----- Exercise inputs -----

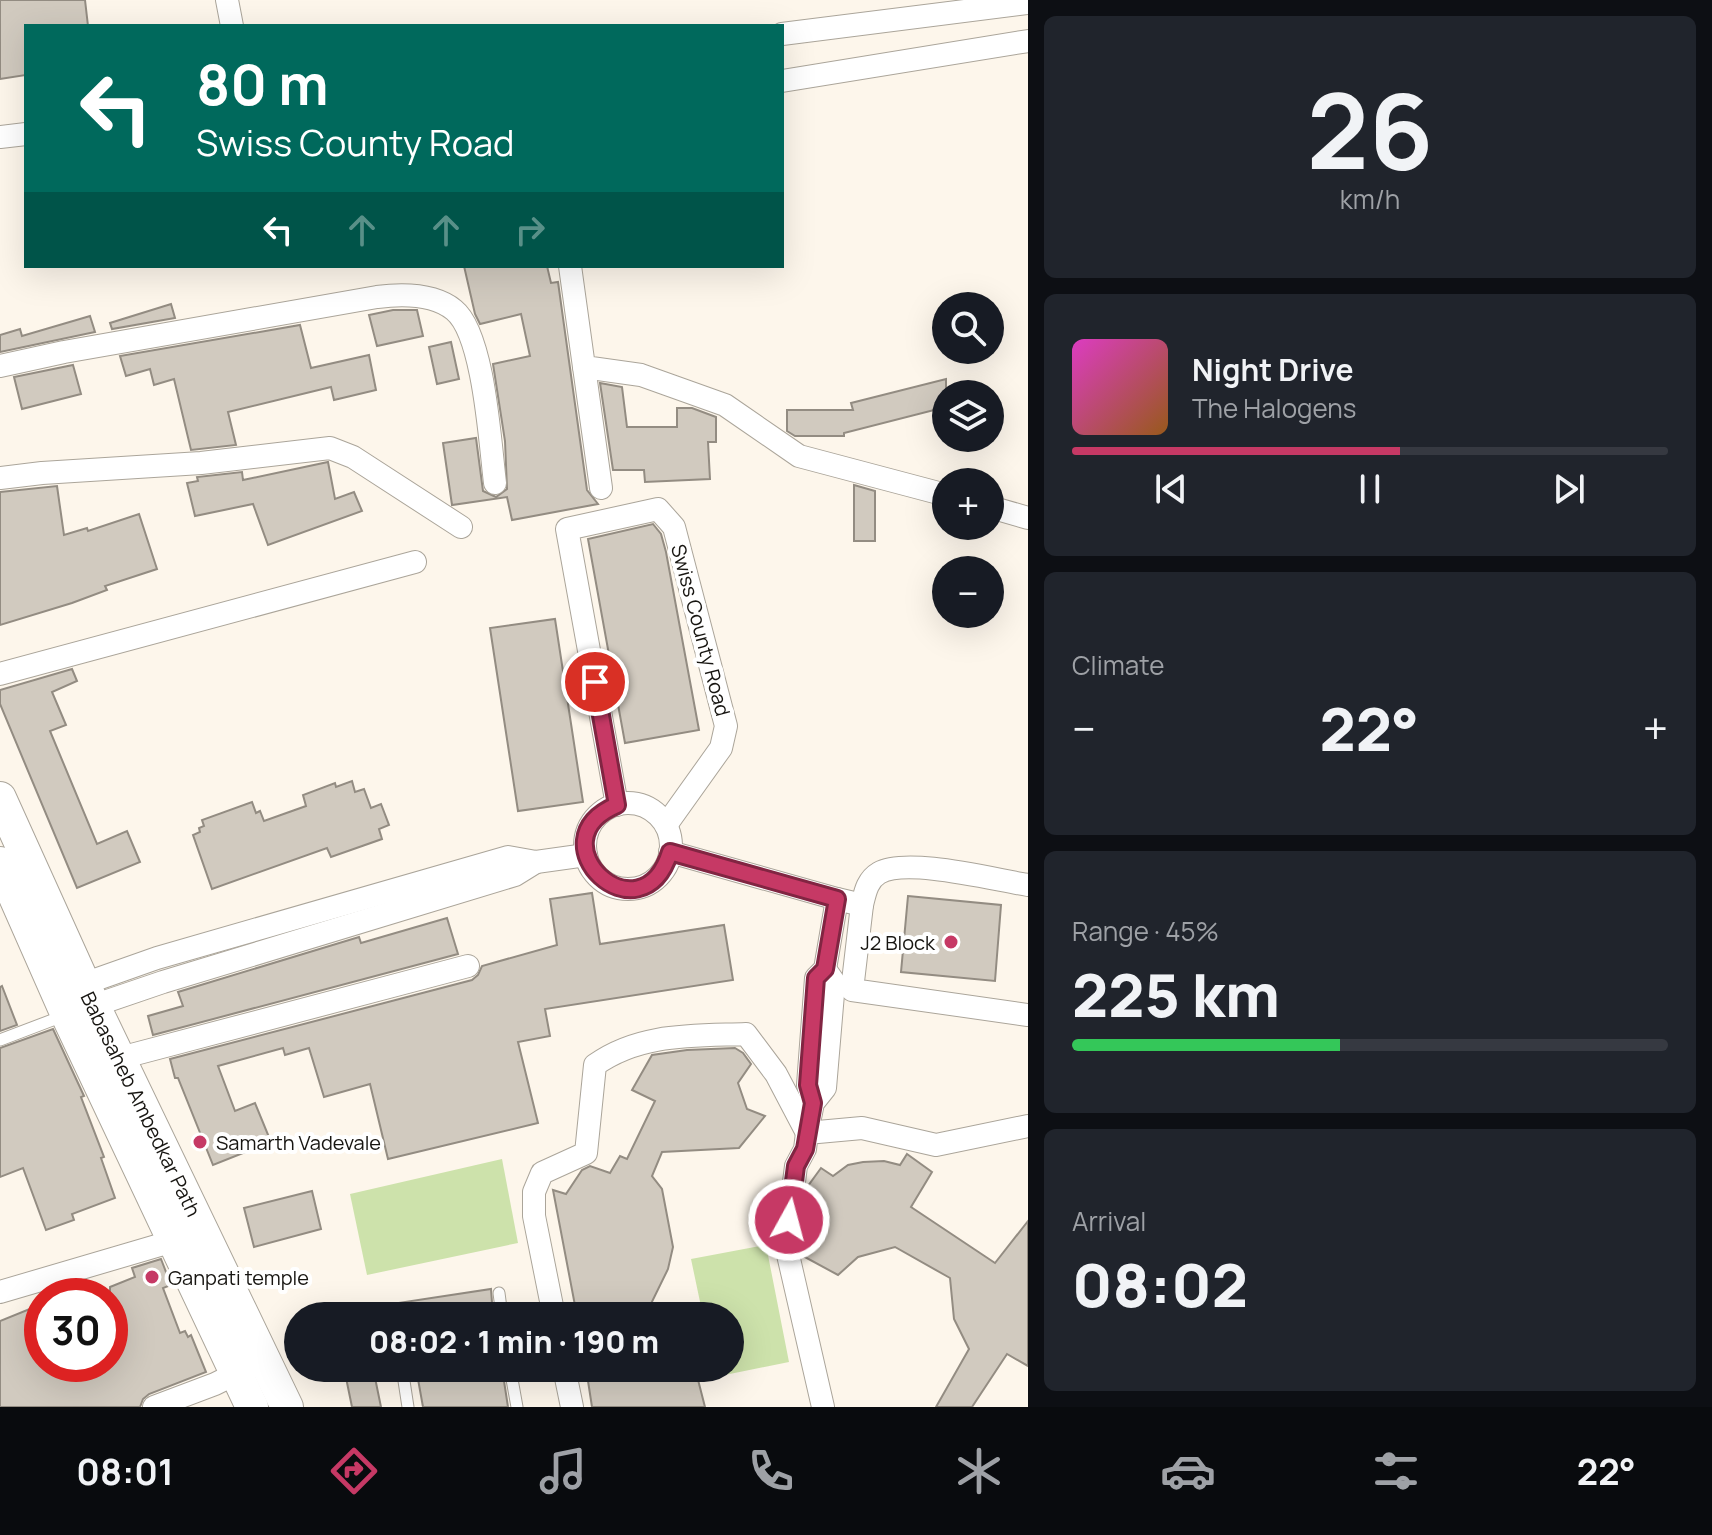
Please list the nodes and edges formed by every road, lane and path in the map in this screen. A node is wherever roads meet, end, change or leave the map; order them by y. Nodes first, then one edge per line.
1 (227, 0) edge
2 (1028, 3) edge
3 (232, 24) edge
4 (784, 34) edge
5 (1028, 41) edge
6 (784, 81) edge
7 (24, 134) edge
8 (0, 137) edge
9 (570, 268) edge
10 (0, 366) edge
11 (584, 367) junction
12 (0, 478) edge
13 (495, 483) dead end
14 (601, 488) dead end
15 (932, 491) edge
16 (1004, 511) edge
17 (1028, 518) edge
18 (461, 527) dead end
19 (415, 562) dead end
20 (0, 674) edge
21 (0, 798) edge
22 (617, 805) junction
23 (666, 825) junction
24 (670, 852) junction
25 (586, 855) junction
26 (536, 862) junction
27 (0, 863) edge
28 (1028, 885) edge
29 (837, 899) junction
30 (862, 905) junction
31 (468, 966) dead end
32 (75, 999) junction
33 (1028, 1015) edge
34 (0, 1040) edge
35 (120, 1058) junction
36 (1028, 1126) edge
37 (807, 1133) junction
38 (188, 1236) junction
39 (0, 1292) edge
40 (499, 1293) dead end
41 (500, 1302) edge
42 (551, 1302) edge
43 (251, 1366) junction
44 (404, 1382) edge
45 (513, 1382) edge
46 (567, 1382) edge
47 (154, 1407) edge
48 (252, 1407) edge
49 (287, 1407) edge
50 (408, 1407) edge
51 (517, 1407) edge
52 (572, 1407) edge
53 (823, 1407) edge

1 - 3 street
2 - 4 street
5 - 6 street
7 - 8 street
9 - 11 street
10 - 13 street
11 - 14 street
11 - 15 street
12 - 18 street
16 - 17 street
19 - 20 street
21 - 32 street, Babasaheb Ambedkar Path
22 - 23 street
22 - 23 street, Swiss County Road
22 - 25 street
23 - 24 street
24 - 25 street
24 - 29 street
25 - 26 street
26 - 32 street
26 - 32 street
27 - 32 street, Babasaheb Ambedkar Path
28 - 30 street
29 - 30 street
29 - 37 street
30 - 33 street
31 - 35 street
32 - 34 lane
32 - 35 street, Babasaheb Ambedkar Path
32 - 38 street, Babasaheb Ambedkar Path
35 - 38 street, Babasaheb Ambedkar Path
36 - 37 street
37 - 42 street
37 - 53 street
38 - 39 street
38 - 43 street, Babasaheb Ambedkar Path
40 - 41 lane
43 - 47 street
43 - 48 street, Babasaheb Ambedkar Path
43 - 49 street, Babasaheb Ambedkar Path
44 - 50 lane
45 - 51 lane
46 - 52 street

-----

Please give the data again unaltered, leaving out any images.

▸ **Answer to this exercise**
Please list the nodes and edges formed by every road, lane and path in the map in this screen. A node is wherever roads meet, end, change or leave the map; order them by y. Nodes first, then one edge per line.
1 (227, 0) edge
2 (1028, 3) edge
3 (232, 24) edge
4 (784, 34) edge
5 (1028, 41) edge
6 (784, 81) edge
7 (24, 134) edge
8 (0, 137) edge
9 (570, 268) edge
10 (0, 366) edge
11 (584, 367) junction
12 (0, 478) edge
13 (495, 483) dead end
14 (601, 488) dead end
15 (932, 491) edge
16 (1004, 511) edge
17 (1028, 518) edge
18 (461, 527) dead end
19 (415, 562) dead end
20 (0, 674) edge
21 (0, 798) edge
22 (617, 805) junction
23 (666, 825) junction
24 (670, 852) junction
25 (586, 855) junction
26 (536, 862) junction
27 (0, 863) edge
28 (1028, 885) edge
29 (837, 899) junction
30 (862, 905) junction
31 (468, 966) dead end
32 (75, 999) junction
33 (1028, 1015) edge
34 (0, 1040) edge
35 (120, 1058) junction
36 (1028, 1126) edge
37 (807, 1133) junction
38 (188, 1236) junction
39 (0, 1292) edge
40 (499, 1293) dead end
41 (500, 1302) edge
42 (551, 1302) edge
43 (251, 1366) junction
44 (404, 1382) edge
45 (513, 1382) edge
46 (567, 1382) edge
47 (154, 1407) edge
48 (252, 1407) edge
49 (287, 1407) edge
50 (408, 1407) edge
51 (517, 1407) edge
52 (572, 1407) edge
53 (823, 1407) edge

1 - 3 street
2 - 4 street
5 - 6 street
7 - 8 street
9 - 11 street
10 - 13 street
11 - 14 street
11 - 15 street
12 - 18 street
16 - 17 street
19 - 20 street
21 - 32 street, Babasaheb Ambedkar Path
22 - 23 street
22 - 23 street, Swiss County Road
22 - 25 street
23 - 24 street
24 - 25 street
24 - 29 street
25 - 26 street
26 - 32 street
26 - 32 street
27 - 32 street, Babasaheb Ambedkar Path
28 - 30 street
29 - 30 street
29 - 37 street
30 - 33 street
31 - 35 street
32 - 34 lane
32 - 35 street, Babasaheb Ambedkar Path
32 - 38 street, Babasaheb Ambedkar Path
35 - 38 street, Babasaheb Ambedkar Path
36 - 37 street
37 - 42 street
37 - 53 street
38 - 39 street
38 - 43 street, Babasaheb Ambedkar Path
40 - 41 lane
43 - 47 street
43 - 48 street, Babasaheb Ambedkar Path
43 - 49 street, Babasaheb Ambedkar Path
44 - 50 lane
45 - 51 lane
46 - 52 street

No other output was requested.